Musto appealed to PANC attendees to take up the task of helping these under-served groups. There may be some surprisingly big opportunities out there, he added, pointing to the examples of Lyft and Urber starting to offer payroll deductions for individual retirement accounts. 

“They’re even offering financial planning,” Musto said.

Musto noted how the advantages that large employers have in the DC space—the professionalization of management and the economies of scale—can be replicated for small businesses in a variety of ways. The most obvious pathway is open multiple employer plans (MEPs) and the government administered IRA or marketplace approaches being created already in various states.

“Clearly, small companies have the best interest in mind for their workers’ retirement, but they face serious obstacles,” Musto said. “Chiefly, these are cost, lack of staff, fiduciary concerns, and volatility of earnings.”

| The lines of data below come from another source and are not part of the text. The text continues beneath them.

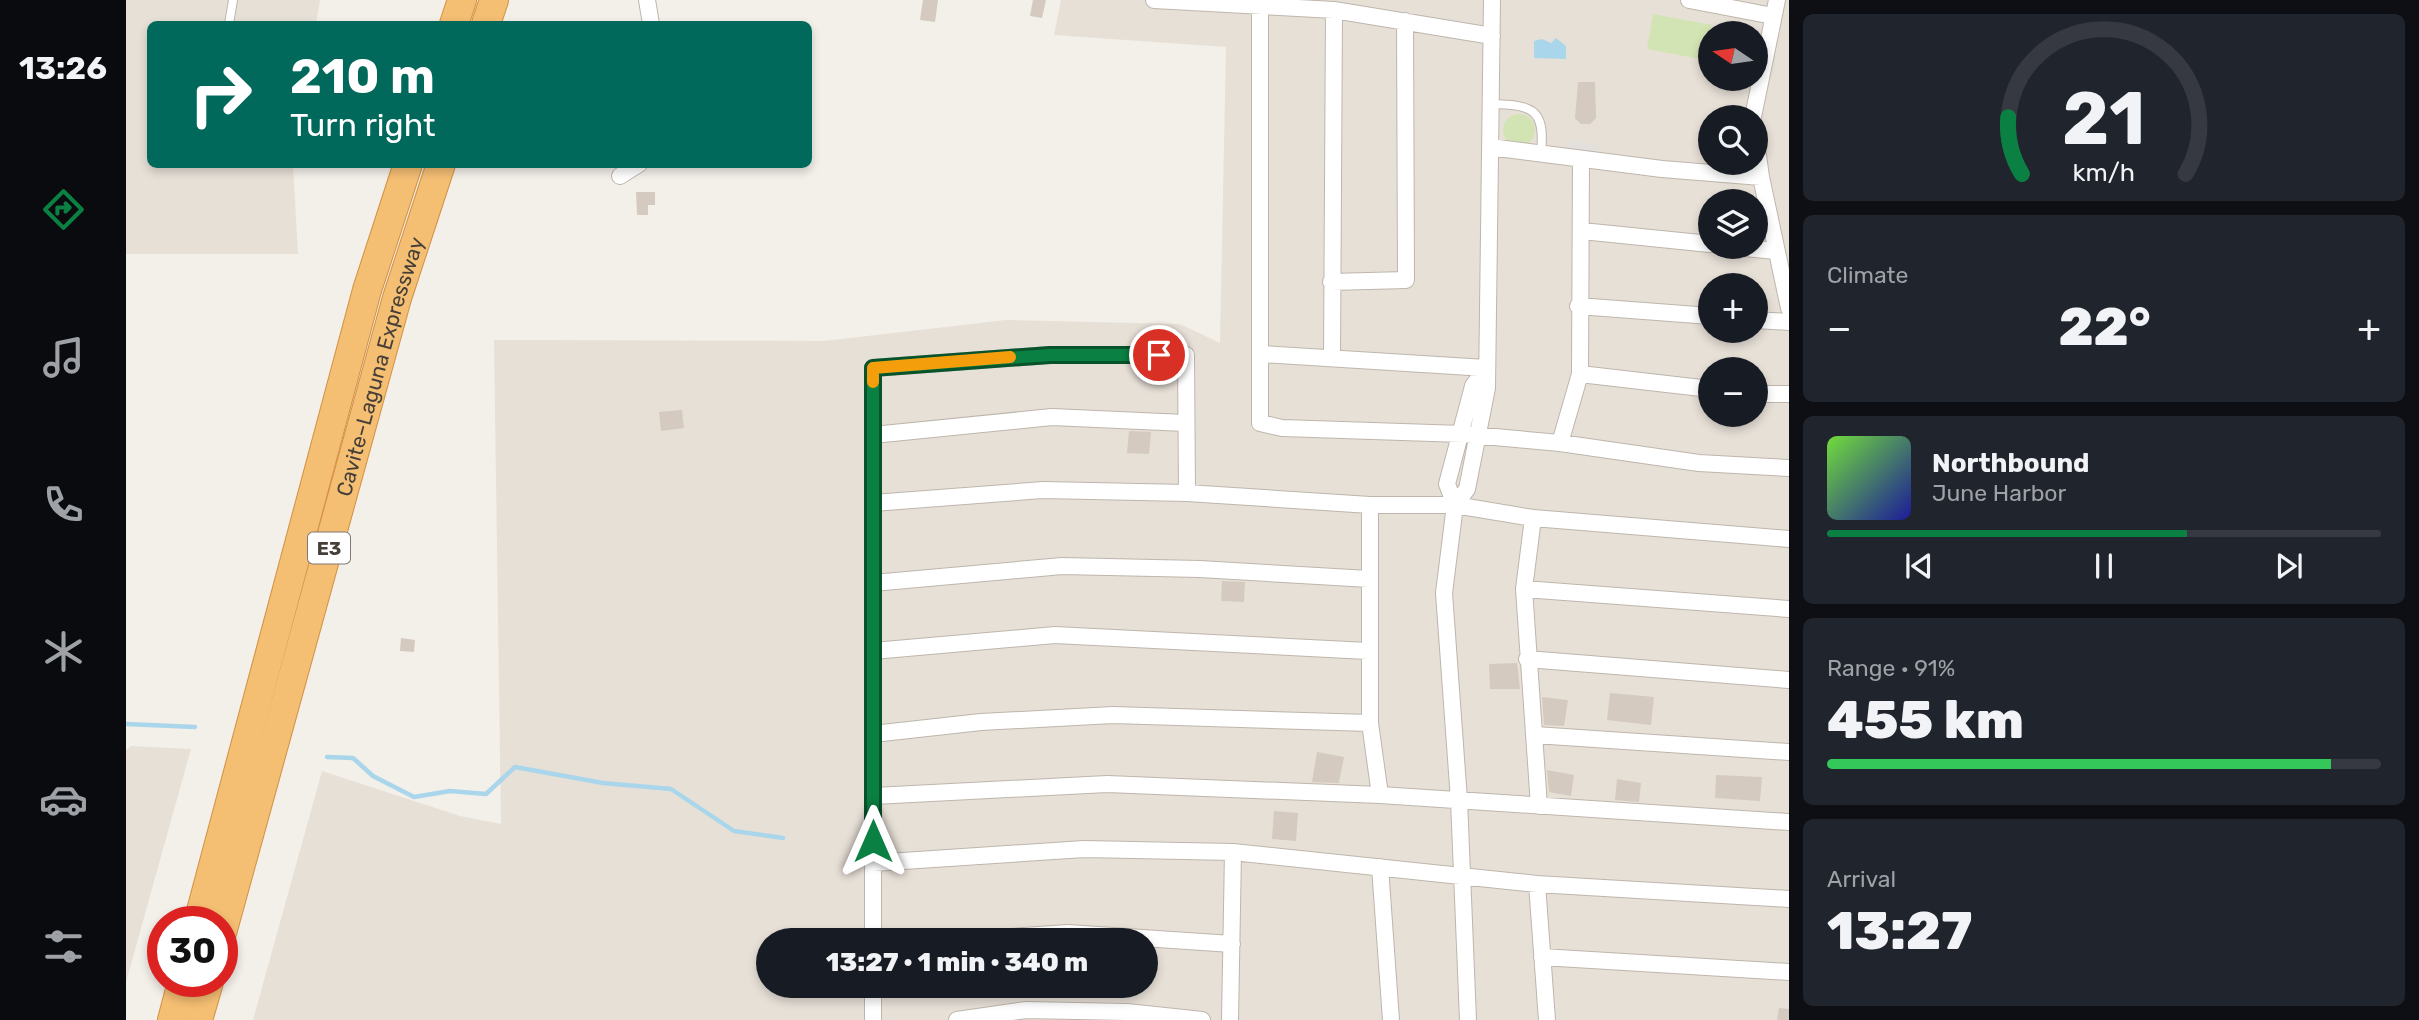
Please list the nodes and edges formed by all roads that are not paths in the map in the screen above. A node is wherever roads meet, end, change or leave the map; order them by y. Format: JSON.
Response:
{"nodes":[{"id":1,"x":233,"y":0,"type":"edge"},
{"id":2,"x":462,"y":0,"type":"edge"},
{"id":3,"x":494,"y":0,"type":"edge"},
{"id":4,"x":647,"y":0,"type":"edge"},
{"id":5,"x":1154,"y":0,"type":"edge"},
{"id":6,"x":1492,"y":0,"type":"edge"},
{"id":7,"x":1689,"y":0,"type":"edge"},
{"id":8,"x":1260,"y":6,"type":"junction"},
{"id":9,"x":1775,"y":8,"type":"edge"},
{"id":10,"x":1334,"y":10,"type":"junction"},
{"id":11,"x":230,"y":21,"type":"edge"},
{"id":12,"x":455,"y":21,"type":"edge"},
{"id":13,"x":487,"y":21,"type":"edge"},
{"id":14,"x":650,"y":21,"type":"edge"},
{"id":15,"x":1405,"y":21,"type":"junction"},
{"id":16,"x":1492,"y":36,"type":"junction"},
{"id":17,"x":1491,"y":104,"type":"junction"},
{"id":18,"x":1755,"y":105,"type":"edge"},
{"id":19,"x":1490,"y":147,"type":"junction"},
{"id":20,"x":1541,"y":152,"type":"junction"},
{"id":21,"x":1581,"y":159,"type":"junction"},
{"id":22,"x":407,"y":168,"type":"edge"},
{"id":23,"x":440,"y":168,"type":"edge"},
{"id":24,"x":633,"y":168,"type":"edge"},
{"id":25,"x":620,"y":176,"type":"dead end"},
{"id":26,"x":1761,"y":177,"type":"joint"},
{"id":27,"x":1581,"y":231,"type":"junction"},
{"id":28,"x":1698,"y":243,"type":"edge"},
{"id":29,"x":1768,"y":250,"type":"edge"},
{"id":30,"x":1776,"y":251,"type":"junction"},
{"id":31,"x":1331,"y":282,"type":"junction"},
{"id":32,"x":1578,"y":306,"type":"junction"},
{"id":33,"x":1789,"y":308,"type":"edge"},
{"id":34,"x":1698,"y":315,"type":"edge"},
{"id":35,"x":1768,"y":321,"type":"edge"},
{"id":36,"x":1789,"y":322,"type":"edge"},
{"id":37,"x":1262,"y":354,"type":"junction"},
{"id":38,"x":1332,"y":358,"type":"junction"},
{"id":39,"x":1486,"y":368,"type":"junction"},
{"id":40,"x":1580,"y":374,"type":"junction"},
{"id":41,"x":1698,"y":388,"type":"edge"},
{"id":42,"x":1768,"y":394,"type":"edge"},
{"id":43,"x":1789,"y":394,"type":"edge"},
{"id":44,"x":1185,"y":423,"type":"junction"},
{"id":45,"x":1469,"y":435,"type":"junction"},
{"id":46,"x":873,"y":436,"type":"junction"},
{"id":47,"x":1560,"y":443,"type":"junction"},
{"id":48,"x":1789,"y":468,"type":"edge"},
{"id":49,"x":1187,"y":493,"type":"junction"},
{"id":50,"x":873,"y":503,"type":"junction"},
{"id":51,"x":1370,"y":505,"type":"junction"},
{"id":52,"x":1455,"y":505,"type":"junction"},
{"id":53,"x":1533,"y":518,"type":"junction"},
{"id":54,"x":1789,"y":539,"type":"edge"},
{"id":55,"x":1369,"y":579,"type":"junction"},
{"id":56,"x":873,"y":583,"type":"junction"},
{"id":57,"x":1524,"y":589,"type":"junction"},
{"id":58,"x":1789,"y":609,"type":"edge"},
{"id":59,"x":873,"y":651,"type":"junction"},
{"id":60,"x":1368,"y":651,"type":"junction"},
{"id":61,"x":1527,"y":659,"type":"junction"},
{"id":62,"x":1789,"y":680,"type":"edge"},
{"id":63,"x":1370,"y":723,"type":"junction"},
{"id":64,"x":873,"y":734,"type":"junction"},
{"id":65,"x":1535,"y":735,"type":"junction"},
{"id":66,"x":1789,"y":752,"type":"edge"},
{"id":67,"x":1380,"y":795,"type":"junction"},
{"id":68,"x":874,"y":796,"type":"junction"},
{"id":69,"x":1459,"y":800,"type":"junction"},
{"id":70,"x":1539,"y":806,"type":"junction"},
{"id":71,"x":1789,"y":822,"type":"edge"},
{"id":72,"x":1233,"y":852,"type":"junction"},
{"id":73,"x":873,"y":863,"type":"junction"},
{"id":74,"x":1380,"y":867,"type":"junction"},
{"id":75,"x":1460,"y":876,"type":"junction"},
{"id":76,"x":1537,"y":884,"type":"junction"},
{"id":77,"x":1789,"y":899,"type":"edge"},
{"id":78,"x":202,"y":906,"type":"edge"},
{"id":79,"x":229,"y":906,"type":"edge"},
{"id":80,"x":873,"y":928,"type":"edge"},
{"id":81,"x":1158,"y":939,"type":"edge"},
{"id":82,"x":1232,"y":944,"type":"junction"},
{"id":83,"x":1542,"y":957,"type":"junction"},
{"id":84,"x":1789,"y":972,"type":"edge"},
{"id":85,"x":178,"y":997,"type":"edge"},
{"id":86,"x":205,"y":997,"type":"edge"},
{"id":87,"x":873,"y":998,"type":"edge"},
{"id":88,"x":172,"y":1020,"type":"edge"},
{"id":89,"x":198,"y":1020,"type":"edge"},
{"id":90,"x":873,"y":1020,"type":"edge"},
{"id":91,"x":957,"y":1020,"type":"edge"},
{"id":92,"x":1202,"y":1020,"type":"edge"},
{"id":93,"x":1230,"y":1020,"type":"edge"},
{"id":94,"x":1391,"y":1020,"type":"edge"},
{"id":95,"x":1468,"y":1020,"type":"edge"},
{"id":96,"x":1547,"y":1020,"type":"edge"}],
"edges":[{"from":1,"to":11,"type":"lane"},
{"from":2,"to":12,"type":"highway"},
{"from":3,"to":13,"type":"highway"},
{"from":4,"to":14,"type":"street"},
{"from":5,"to":8,"type":"street"},
{"from":6,"to":16,"type":"street"},
{"from":7,"to":9,"type":"street"},
{"from":8,"to":10,"type":"street"},
{"from":8,"to":37,"type":"street"},
{"from":9,"to":18,"type":"street"},
{"from":10,"to":15,"type":"street"},
{"from":10,"to":31,"type":"street"},
{"from":15,"to":16,"type":"street"},
{"from":15,"to":31,"type":"street"},
{"from":16,"to":17,"type":"street"},
{"from":17,"to":19,"type":"street"},
{"from":17,"to":20,"type":"lane"},
{"from":19,"to":20,"type":"street"},
{"from":19,"to":39,"type":"street"},
{"from":20,"to":21,"type":"street"},
{"from":21,"to":26,"type":"street"},
{"from":21,"to":27,"type":"street"},
{"from":22,"to":78,"type":"highway","name":"Cavite–Laguna Expressway","number":"E3"},
{"from":23,"to":79,"type":"highway","name":"Cavite–Laguna Expressway","number":"E3"},
{"from":24,"to":25,"type":"street"},
{"from":26,"to":30,"type":"street"},
{"from":27,"to":28,"type":"street"},
{"from":27,"to":32,"type":"street"},
{"from":29,"to":30,"type":"street"},
{"from":30,"to":33,"type":"street"},
{"from":31,"to":38,"type":"street"},
{"from":32,"to":34,"type":"street"},
{"from":32,"to":40,"type":"street"},
{"from":35,"to":36,"type":"street"},
{"from":37,"to":38,"type":"street"},
{"from":37,"to":45,"type":"street"},
{"from":38,"to":39,"type":"street"},
{"from":39,"to":45,"type":"street"},
{"from":40,"to":41,"type":"street"},
{"from":40,"to":47,"type":"street"},
{"from":42,"to":43,"type":"street"},
{"from":44,"to":46,"type":"street"},
{"from":44,"to":46,"type":"street"},
{"from":44,"to":49,"type":"street"},
{"from":45,"to":47,"type":"street"},
{"from":45,"to":52,"type":"street"},
{"from":46,"to":50,"type":"street"},
{"from":47,"to":48,"type":"street"},
{"from":49,"to":50,"type":"street"},
{"from":49,"to":51,"type":"street"},
{"from":50,"to":56,"type":"street"},
{"from":51,"to":52,"type":"street"},
{"from":51,"to":55,"type":"street"},
{"from":52,"to":53,"type":"street"},
{"from":52,"to":69,"type":"street"},
{"from":53,"to":54,"type":"street"},
{"from":53,"to":57,"type":"street"},
{"from":55,"to":56,"type":"street"},
{"from":55,"to":60,"type":"street"},
{"from":56,"to":59,"type":"street"},
{"from":57,"to":58,"type":"street"},
{"from":57,"to":61,"type":"street"},
{"from":59,"to":60,"type":"street"},
{"from":59,"to":64,"type":"street"},
{"from":60,"to":63,"type":"street"},
{"from":61,"to":62,"type":"street"},
{"from":61,"to":65,"type":"street"},
{"from":63,"to":64,"type":"street"},
{"from":63,"to":67,"type":"street"},
{"from":64,"to":68,"type":"street"},
{"from":65,"to":66,"type":"street"},
{"from":65,"to":70,"type":"street"},
{"from":67,"to":68,"type":"street"},
{"from":67,"to":69,"type":"street"},
{"from":68,"to":73,"type":"street"},
{"from":69,"to":70,"type":"street"},
{"from":69,"to":75,"type":"street"},
{"from":70,"to":71,"type":"street"},
{"from":72,"to":73,"type":"street"},
{"from":72,"to":74,"type":"street"},
{"from":72,"to":82,"type":"street"},
{"from":73,"to":80,"type":"street"},
{"from":74,"to":75,"type":"street"},
{"from":74,"to":94,"type":"street"},
{"from":75,"to":76,"type":"street"},
{"from":75,"to":95,"type":"street"},
{"from":76,"to":77,"type":"street"},
{"from":76,"to":83,"type":"street"},
{"from":81,"to":82,"type":"street"},
{"from":82,"to":93,"type":"street"},
{"from":83,"to":84,"type":"street"},
{"from":83,"to":96,"type":"street"},
{"from":85,"to":88,"type":"highway"},
{"from":86,"to":89,"type":"highway"},
{"from":87,"to":90,"type":"street"},
{"from":91,"to":92,"type":"street"}]}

Musto concluded by voicing optimism about the increased collaboration between third-party administrators (TPAs), recordkeepers and fiduciary advisers.

“We see significant growth in use of TPAs and fiduciary advisory services going together,” Musto said. “By quarterbacking providers as a discretionary fiduciary, this is one way the adviser can support small clients as they track and manage their myriad responsibilities. There is tremendous potential here for efficiency, even as small business owners are very cautious about fiduciary responsibilities. Working with a TPA, the adviser as at 3(21) or 3(38), can efficiently deliver a complete fiduciary solution.”